In the United States and Canada, Paw Patrol: The Dino Movie was released alongside The End of Oak Street and The Brink of War, and was projected to gross $20 million from 3,545 theaters in its opening weekend. It made $7.3 million on its first day, with $1.9 million in Thursday night previews, ranking third behind The End of Oak Street. The film grossed $20.5 million during its opening weekend, ranking fourth behind The End of Oak Street.

Internationally, Paw Patrol: The Dino Movie has grossed $54.7 million, with its highest-grossing markets being France ($9.5 million), China ($9.1 million), Germany ($4.8 million), the United Kingdom ($4.8 million), Japan ($3.2 million), Poland ($2.7 million), Spain ($2.0 million), Mexico ($1.7 million), the Netherlands ($1.3 million), and Brazil ($1.0 million).

===Critical response===
On review aggregation website Rotten Tomatoes, 83% of 35 critics' reviews are positive, with an average rating of 6.0/10. The website's consensus reads: "A colorful prehistoric adventure packed with lively action and engaging problem solving, PAW Patrol: The Dino Movie delivers exactly what its youngest fans want." Metacritic, which uses a weighted average, assigned the film a score of 47 out of 100, based on four critics, indicating "mixed or average" reviews. Audiences polled by CinemaScore gave the film an average grade of "A" on an A+ to F scale (the same grade as The Mighty Movie), while those at PostTrak surveyed that 63% of audiences would "definite recommend" it.

Frank Scheck of The Hollywood Reporter gave the film a positive review, writing: "These are not movies for adults by any stretch, but younger, and I mean younger, audiences have clearly embraced the adorable puppy search-and-rescue team, so their adult chaperones might as well give in and bring them to a matinee showing." Casper Salmon of Variety gave the film a mixed review, saying that it "does eventually cohere into a half-decent entertainment," adding: "Some well-conceived action sequences, set against a backdrop of surprisingly apocalyptic volcanic activity, drum up a fair bit of jeopardy and suspense." Catherine Bray of The Guardian gave the film two out of five, writing: "Children deserve charm and at least some degree of wit from their entertainment – and Paw Patrol: The Dino Movie has neither."

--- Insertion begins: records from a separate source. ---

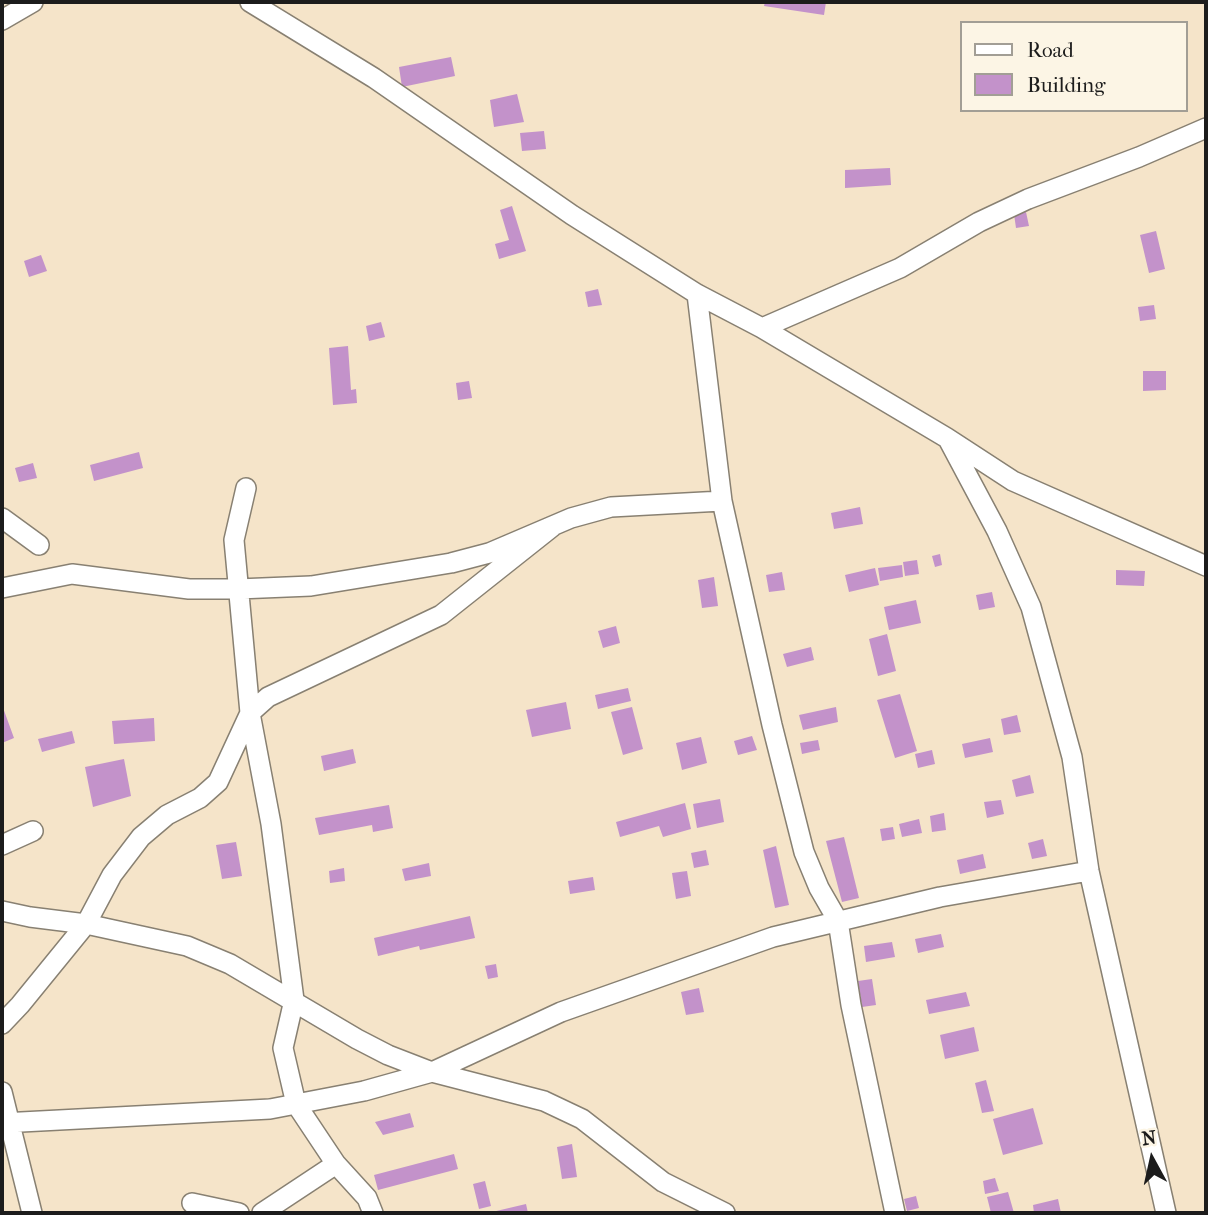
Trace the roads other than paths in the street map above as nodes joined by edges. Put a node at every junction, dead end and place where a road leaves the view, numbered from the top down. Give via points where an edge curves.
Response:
1 (33, 2) edge
2 (250, 2) edge
3 (2, 20) edge
4 (1206, 128) edge
5 (697, 294) junction
6 (762, 328) junction
7 (947, 438) junction
8 (246, 488) dead end
9 (722, 501) junction
10 (2, 518) edge
11 (552, 527) junction
12 (39, 545) dead end
13 (1206, 566) edge
14 (2, 587) edge
15 (238, 590) junction
16 (250, 713) junction
17 (33, 831) dead end
18 (2, 845) edge
19 (1089, 871) junction
20 (2, 911) edge
21 (838, 921) junction
22 (86, 924) junction
23 (294, 1000) junction
24 (2, 1024) edge
25 (432, 1072) junction
26 (2, 1092) edge
27 (296, 1104) junction
28 (6, 1123) edge
29 (336, 1164) junction
30 (191, 1203) dead end
31 (32, 1213) edge
32 (239, 1213) edge
33 (262, 1213) edge
34 (373, 1213) edge
35 (725, 1213) edge
36 (895, 1213) edge
37 (1166, 1213) edge

1 - 3 street
2 - 5 street via 374,78 572,215
4 - 6 street via 1028,199 900,268
5 - 6 street
5 - 9 street
6 - 7 street
7 - 13 street via 1013,481
7 - 19 street via 1031,607 1072,757
8 - 15 street via 234,540
9 - 11 street via 611,507
9 - 21 street via 804,852
10 - 12 street
11 - 15 street via 489,554 451,563 311,586
11 - 16 street via 441,615 268,697
14 - 15 street via 72,574 189,589
15 - 16 street
16 - 22 street via 218,782 141,837 112,875
16 - 23 street via 271,824
17 - 18 street
19 - 21 street via 940,897
19 - 37 street
20 - 22 street
21 - 25 street via 773,937 609,993
21 - 36 street
22 - 23 street via 187,946
22 - 24 street
23 - 25 street via 357,1039
23 - 27 street via 284,1048
25 - 27 street
25 - 35 street via 544,1101 582,1119 663,1182
26 - 28 street
27 - 28 street
27 - 29 street
28 - 31 street
29 - 33 street
29 - 34 street via 367,1198
30 - 32 street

William Bibbiani of TheWrap gave the film a mixed review, saying "the filmmakers put real care into disability representation while also conveying other, more questionable themes," also adding it was "a colorful surprise, full of friendly imagery and somewhat engaging set pieces." He criticized the characterization as "thin", the dialogue as "eye-rolling", and the plot as "simplistic", but notes: "[T]hat's where "it's for kids" can be treated as an acceptable excuse. Movies for young kids aren't only teaching them about the world, they're also teaching kids how to watch movies." He concluded his review by stating, "But even then they'll be able to say The Dino Movie was bright and spirited, and the filmmakers cared enough about kids with disablities to treat them with respect and represent them in a responsible manner — while, admittedly, also trying to sell toys."